Child labor was a serious problem. The low legal minimum age for employment, lack of any schooling opportunities in some areas, and tribal initiation rites rendering children informally adults by the age of 14 contributed to a general perception that child labor did not constitute exploitation unless the victims were less than age 13 or 14.

An estimated 20 percent of children between the ages of six and 18 worked in exploitive labor in the urban informal sector, according to a 2005 study published by Human Rights Without Borders. Children were regularly employed as herders, domestics, crop-pickers, and in panning for gold. They also were employed in the commercial sector, particularly in the capital, as street vendors, manual laborers, and helpers in small shops. Contracts were typically entered into informally between parents and herders and generally included compensation (including a small monthly salary and generally one animal at the end of six months). Local NGOs reported that compensation was often not paid.

The country’s numerous child herders working outside of traditional herding clans often lived in substandard conditions without access to school or proper nutrition. These herders were customarily given one cow as payment for one year’s work, but herd managers sometimes refused to pay this salary, or the child’s parents collected the payment for themselves.

Children worked as domestic servants, mainly in the capital. According to a 2005 UNICEF-government survey of child domestics in N’Djamena (the most recent data source available), 62 percent of child domestics were boys, 24 percent were between eight and 14 years of age, 68 percent were between 15 and 17, and 86 percent were illiterate. Local human rights organizations reported an increase in the number of child domestic workers during the year.

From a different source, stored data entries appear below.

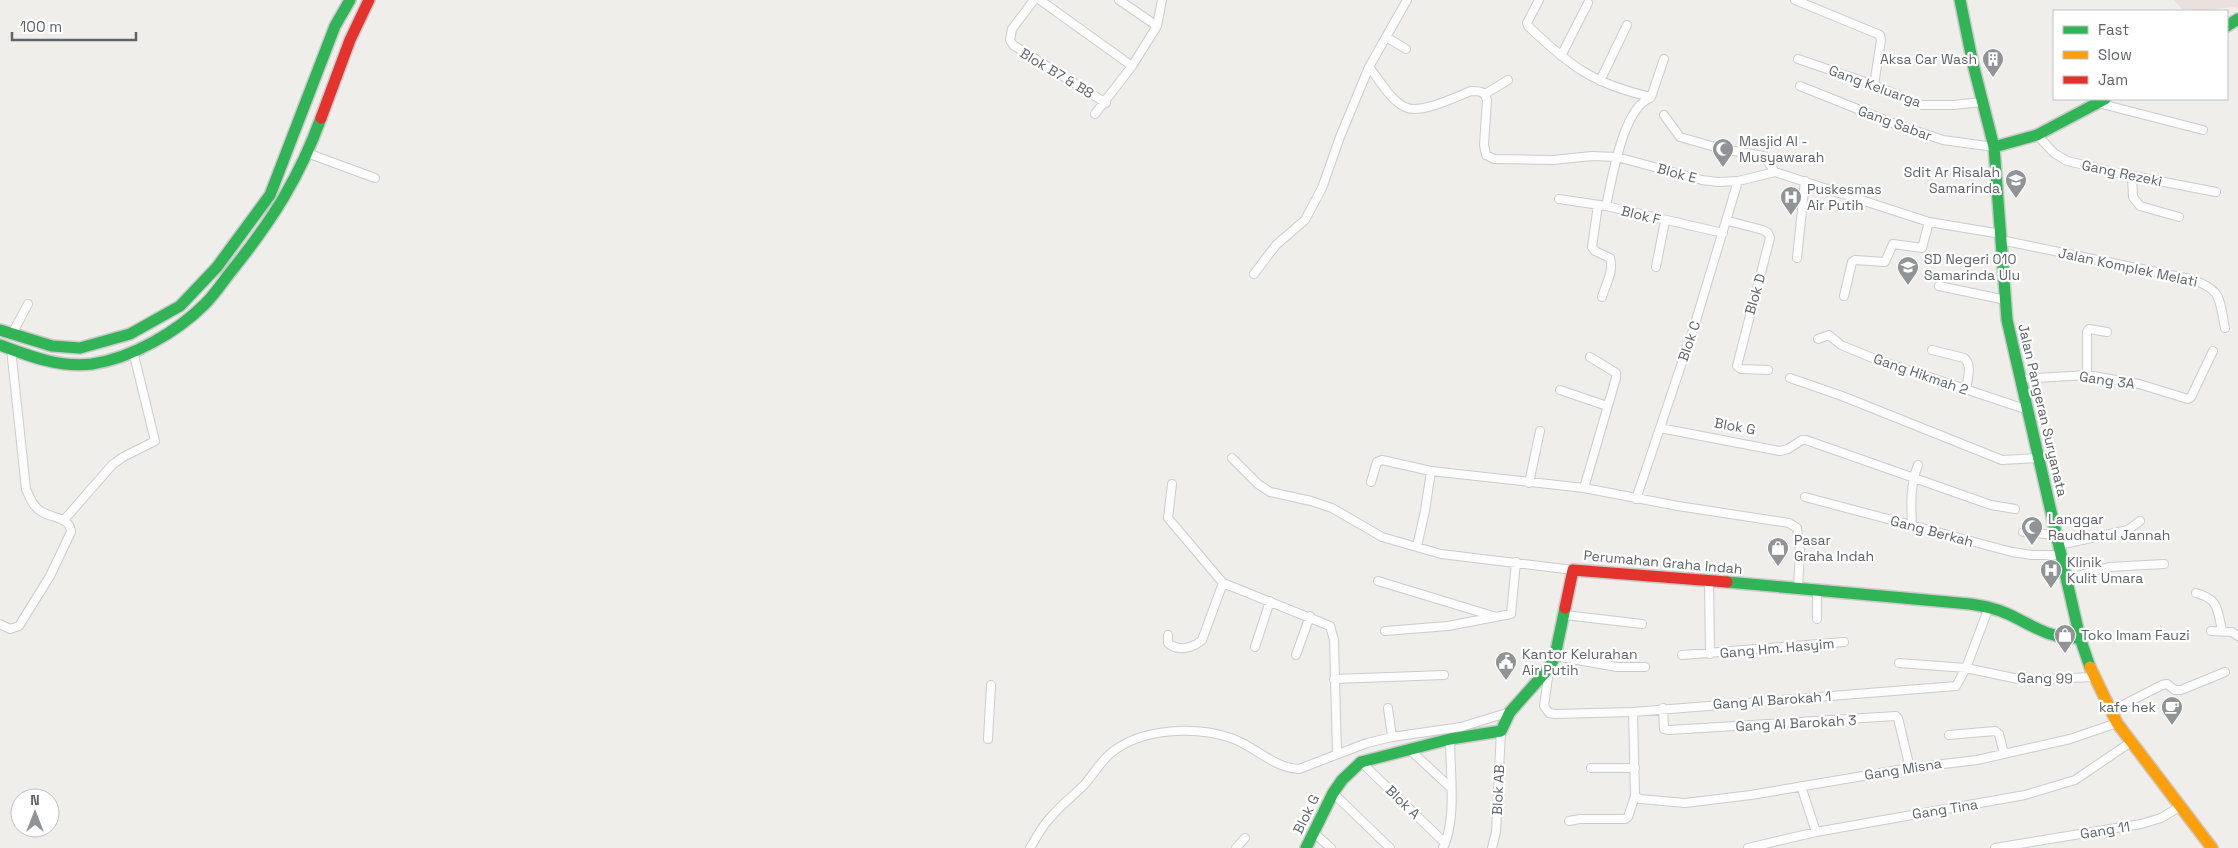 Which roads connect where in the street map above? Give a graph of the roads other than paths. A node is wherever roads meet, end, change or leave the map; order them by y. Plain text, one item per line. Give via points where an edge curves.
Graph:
1 (350, 0) edge
2 (369, 0) edge
3 (1034, 0) edge
4 (1040, 0) edge
5 (1120, 0) edge
6 (1162, 0) edge
7 (1407, 0) edge
8 (1539, 0) edge
9 (1795, 0) edge
10 (1960, 0) edge
11 (1588, 3) dead end
12 (1627, 25) dead end
13 (1157, 26) junction
14 (1386, 37) junction
15 (1406, 49) dead end
16 (1561, 56) junction
17 (1664, 59) dead end
18 (1798, 59) dead end
19 (1132, 66) junction
20 (1369, 66) junction
21 (1508, 80) dead end
22 (1600, 82) junction
23 (1874, 85) junction
24 (1800, 86) dead end
25 (1485, 94) junction
26 (1651, 98) junction
27 (2102, 101) edge
28 (1982, 102) junction
29 (1106, 103) junction
30 (1096, 114) dead end
31 (1664, 115) dead end
32 (2203, 130) dead end
33 (2037, 135) junction
34 (1994, 147) junction
35 (307, 153) junction
36 (1617, 157) junction
37 (1775, 172) junction
38 (2132, 176) junction
39 (374, 178) dead end
40 (1805, 180) junction
41 (1738, 181) junction
42 (2216, 192) dead end
43 (1559, 199) dead end
44 (1602, 206) junction
45 (2179, 217) dead end
46 (1665, 221) junction
47 (1728, 221) junction
48 (1929, 222) junction
49 (1723, 233) junction
50 (2001, 237) junction
51 (1797, 258) dead end
52 (1656, 267) dead end
53 (1254, 274) dead end
54 (1939, 286) dead end
55 (1844, 296) dead end
56 (1602, 297) dead end
57 (2006, 300) junction
58 (28, 304) dead end
59 (2225, 328) dead end
60 (0, 330) edge
61 (2107, 332) dead end
62 (12, 334) junction
63 (1818, 339) dead end
64 (6, 347) edge
65 (1932, 350) dead end
66 (133, 351) junction
67 (2213, 351) dead end
68 (1590, 357) dead end
69 (1768, 370) dead end
70 (2087, 374) junction
71 (1790, 378) dead end
72 (2020, 379) junction
73 (1560, 390) dead end
74 (1966, 390) junction
75 (1607, 406) junction
76 (2028, 410) junction
77 (1660, 428) junction
78 (1540, 431) dead end
79 (1232, 458) dead end
80 (2038, 458) junction
81 (1918, 465) dead end
82 (1431, 471) junction
83 (1913, 478) junction
84 (1371, 482) dead end
85 (1529, 483) junction
86 (1172, 484) dead end
87 (1584, 488) junction
88 (1805, 497) dead end
89 (1636, 499) junction
90 (2015, 509) dead end
91 (64, 520) junction
92 (2140, 520) dead end
93 (1912, 526) junction
94 (2024, 532) dead end
95 (2059, 545) junction
96 (1417, 546) junction
97 (1516, 562) junction
98 (2164, 564) dead end
99 (1573, 570) junction
100 (2066, 579) junction
101 (1378, 581) dead end
102 (1709, 581) junction
103 (1222, 583) junction
104 (1798, 588) junction
105 (1816, 590) junction
106 (2196, 593) dead end
107 (1270, 601) junction
108 (1989, 607) junction
109 (1565, 615) junction
110 (1310, 616) junction
111 (1495, 617) junction
112 (1817, 619) dead end
113 (0, 624) edge
114 (1642, 624) dead end
115 (2222, 630) junction
116 (1384, 631) dead end
117 (2211, 631) dead end
118 (1168, 635) dead end
119 (2238, 636) edge
120 (2080, 638) junction
121 (1844, 642) dead end
122 (1255, 647) dead end
123 (1710, 654) junction
124 (1296, 655) dead end
125 (1682, 655) dead end
126 (1555, 656) junction
127 (1898, 663) dead end
128 (1645, 667) dead end
129 (1549, 668) junction
130 (1966, 668) junction
131 (2225, 672) dead end
132 (1444, 675) dead end
133 (2094, 677) junction
134 (1334, 680) junction
135 (991, 685) dead end
136 (1388, 708) dead end
137 (1663, 708) junction
138 (2111, 711) junction
139 (1510, 712) junction
140 (1633, 712) junction
141 (2118, 723) junction
142 (1501, 731) junction
143 (1392, 736) junction
144 (1950, 736) dead end
145 (988, 739) dead end
146 (1450, 739) junction
147 (2131, 742) junction
148 (1410, 749) junction
149 (1337, 754) junction
150 (2004, 754) junction
151 (1361, 762) junction
152 (1591, 768) dead end
153 (1635, 768) junction
154 (1910, 768) junction
155 (1801, 786) junction
156 (1450, 788) junction
157 (1333, 793) junction
158 (1635, 796) junction
159 (2181, 806) junction
160 (1569, 821) dead end
161 (1816, 832) junction
162 (1314, 833) junction
163 (1245, 838) dead end
164 (1444, 846) edge
165 (2208, 847) edge
166 (1030, 848) edge
167 (1236, 848) edge
168 (1306, 848) edge
169 (1331, 848) edge
170 (1390, 848) edge
171 (1492, 848) edge
172 (1748, 848) edge
173 (1995, 848) edge

1 - 62 main road via 335,26 270,195 217,267 180,306 130,334 80,348 52,346
2 - 35 main road via 347,43
3 - 29 street, Blok B7 & B8 via 1012,29 1010,40 1016,48
4 - 19 street
5 - 13 street
6 - 13 street
7 - 14 street
8 - 16 street via 1527,19 1528,26
9 - 23 street via 1880,35
10 - 28 main road, Jalan Pangeran Suryanata
11 - 16 street
12 - 22 street
13 - 19 street
14 - 15 street
14 - 20 street
16 - 22 street
17 - 26 street
18 - 23 street, Gang Keluarga
19 - 29 street
20 - 25 street via 1393,98 1404,107 1416,110 1471,91
20 - 53 street via 1322,188 1305,220 1276,245
21 - 25 street
22 - 26 street
23 - 28 street, Gang Keluarga via 1921,105
24 - 34 street, Gang Sabar via 1943,140
25 - 36 street, Blok E via 1484,145 1486,155 1494,159
26 - 36 street via 1642,101 1626,127
27 - 32 street
27 - 33 main road
28 - 34 main road, Jalan Pangeran Suryanata
29 - 30 street
31 - 37 street via 1680,137 1764,156
33 - 34 main road
33 - 38 street, Gang Rezeki via 2067,161
34 - 50 main road, Jalan Pangeran Suryanata
35 - 39 street
35 - 66 main road via 275,216 204,305 174,328
36 - 41 street, Blok E via 1702,180
36 - 44 street
37 - 40 street, Jalan Komplek Melati
37 - 41 street, Blok E
38 - 42 street, Gang Rezeki
38 - 45 street via 2133,197 2140,206
40 - 48 street, Jalan Komplek Melati
40 - 51 street
41 - 47 street, Blok C
43 - 44 street, Blok F
44 - 46 street, Blok F
44 - 56 street via 1592,246 1594,251 1610,258 1612,266
46 - 49 street, Blok F
46 - 52 street
47 - 49 street, Blok C
47 - 69 street, Blok D via 1763,230 1770,238 1737,366
48 - 50 street, Jalan Komplek Melati
48 - 55 street via 1922,248 1893,244 1885,262 1852,262
49 - 77 street, Blok C
50 - 57 main road, Jalan Pangeran Suryanata
50 - 59 street, Jalan Komplek Melati via 2204,284 2219,298
54 - 57 street
57 - 72 main road, Jalan Pangeran Suryanata via 2007,320
58 - 62 street
60 - 62 main road
61 - 70 street via 2087,332
63 - 74 street, Gang Hikmah 2 via 1829,334 1841,345 1858,352
64 - 66 main road via 72,365 110,360
64 - 91 street via 26,489 34,505 42,512
65 - 74 street via 1967,361
66 - 91 street via 155,441 112,465
67 - 70 street, Gang 3A via 2192,397 2188,399 2139,384
68 - 75 street via 1616,373
70 - 72 street, Gang 3A
71 - 80 street via 2002,460
72 - 76 main road, Jalan Pangeran Suryanata
73 - 75 street
74 - 76 street, Gang Hikmah 2
75 - 87 street
76 - 80 main road, Jalan Pangeran Suryanata
77 - 83 street, Blok G via 1780,451 1804,440
77 - 89 street, Blok C
78 - 85 street
79 - 96 street via 1270,492 1332,508 1382,537
80 - 95 main road, Jalan Pangeran Suryanata
81 - 83 street
82 - 84 street via 1379,460
82 - 85 street
82 - 96 street
83 - 90 street
83 - 93 street
85 - 87 street
86 - 103 street via 1168,518
87 - 89 street
88 - 93 street, Gang Berkah
89 - 104 street via 1792,524 1797,528 1800,551
91 - 113 street via 70,526 70,532 50,576 30,609 17,628
92 - 95 street via 2128,530
93 - 95 street, Gang Berkah via 2032,555
94 - 95 street
95 - 100 main road, Jalan Pangeran Suryanata
96 - 97 street via 1442,554
97 - 99 street
97 - 111 street via 1513,611 1507,616
98 - 100 street via 2109,567
99 - 102 main road, Perumahan Graha Indah
99 - 109 main road, Perumahan Graha Indah
100 - 120 main road, Jalan Pangeran Suryanata
101 - 111 street
102 - 104 main road, Perumahan Graha Indah
102 - 123 street, Gang Hm. Hasyim
103 - 107 street
103 - 118 street via 1198,644 1175,648 1168,644
104 - 105 main road, Perumahan Graha Indah
105 - 108 main road, Perumahan Graha Indah via 1934,599
105 - 112 street
106 - 115 street via 2213,600
107 - 110 street
107 - 122 street
108 - 120 main road, Perumahan Graha Indah via 2048,636
108 - 130 street, Gang Al Barokah 1
109 - 114 street
109 - 126 main road, Perumahan Graha Indah
110 - 124 street
110 - 134 street via 1330,626 1333,631
111 - 116 street via 1448,626
115 - 117 street
115 - 119 street
120 - 133 main road, Jalan Pangeran Suryanata
121 - 123 street, Gang Hm. Hasyim
123 - 125 street, Gang Hm. Hasyim
126 - 128 street via 1617,667
126 - 129 main road, Perumahan Graha Indah
127 - 130 street, Gang 99
129 - 139 main road, Perumahan Graha Indah
129 - 140 street, Gang Al Barokah 1 via 1544,706 1549,713
130 - 133 street, Gang 99 via 2024,680
130 - 137 street, Gang Al Barokah 1 via 1956,686
131 - 138 street via 2181,690 2162,685
132 - 134 street
133 - 138 main road, Jalan Pangeran Suryanata
134 - 149 street
135 - 145 street
136 - 143 street
137 - 140 street, Gang Al Barokah 1
137 - 154 street, Gang Al Barokah 3 via 1664,729 1670,730 1896,716
138 - 141 main road, Jalan Pangeran Suryanata
139 - 142 main road, Perumahan Graha Indah
139 - 143 street via 1461,727
140 - 153 street
141 - 147 main road, Jalan Pangeran Suryanata
141 - 150 street, Gang Misna via 2070,739
142 - 146 main road
142 - 171 street, Blok AB via 1496,832
143 - 149 street
144 - 150 street via 1994,731
146 - 148 main road
146 - 156 street
147 - 159 main road, Jalan Pangeran Suryanata
147 - 161 street, Gang Tina via 2075,780 2025,795
148 - 151 main road
148 - 156 street
149 - 166 street via 1307,767 1288,769 1222,735 1183,732 1148,736 1123,745 1110,754 1084,785 1050,816
150 - 154 street, Gang Misna
151 - 157 main road
151 - 164 street, Blok A
152 - 153 street
153 - 158 street
154 - 155 street, Gang Misna
155 - 158 street, Gang Misna via 1685,803
155 - 161 street
156 - 164 street via 1452,813
157 - 162 main road, Blok G
157 - 170 street
158 - 160 street via 1625,819
159 - 165 main road, Jalan Pangeran Suryanata
159 - 173 street, Gang 11 via 2161,818 2141,824
161 - 172 street, Gang Tina
162 - 168 main road, Blok G
162 - 169 street
163 - 167 street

Also see the Department of Labor’s Findings on the Worst Forms of Child Labor at

d. Acceptable Conditions of Work

The labor code requires the government to set minimum wages. The monthly minimum wage was raised during the year from 28,000 CFA ($56) to 60,000 CFA ($120); however, the minimum wage was not effectively enforced. The law limits most employment to 39 hours per week, with overtime paid for supplementary hours. Agricultural work was limited to 2,400 hours per year, an average of 46 hours per week. All workers were entitled to unbroken rest periods of between 24 and 48 hours. The labor code mandates occupational health and safety standards and gives inspectors the authority to enforce them. Workers had the right to remove themselves from dangerous working conditions. The labor code explicitly covers all workers, including foreign and illegal workers.

Nearly all private sector and state-owned firms paid at least the minimum wage, but it was largely ignored in the vast informal sector. Salary arrears remained a problem, although less so than in previous years.

Workers did not always avail themselves of their rights concerning work hour limits, largely because they preferred the additional pay.

The occupational health and safety standards were generally ignored by local private companies and in the civil service. Multinational companies generally met acceptable occupational health safety standards. However, local private companies and public offices often applied poor standards including lack of air conditioning (in part due to highly irregular electrical supply), little or no fire device protection, and little or no health and safety protection equipment. Workers had the right to remove themselves from dangerous working conditions, however, in practice, with so few jobs in the formal sector, doing so for any reason often meant jeopardizing their employment.

Public sector employees sometimes claimed wage-related violations; however, these were generally due to arrears in payment of salaries and/or bonuses or complaints over the low level of wages. The protections legally provided for foreign and illegal workers were not always respected in practice.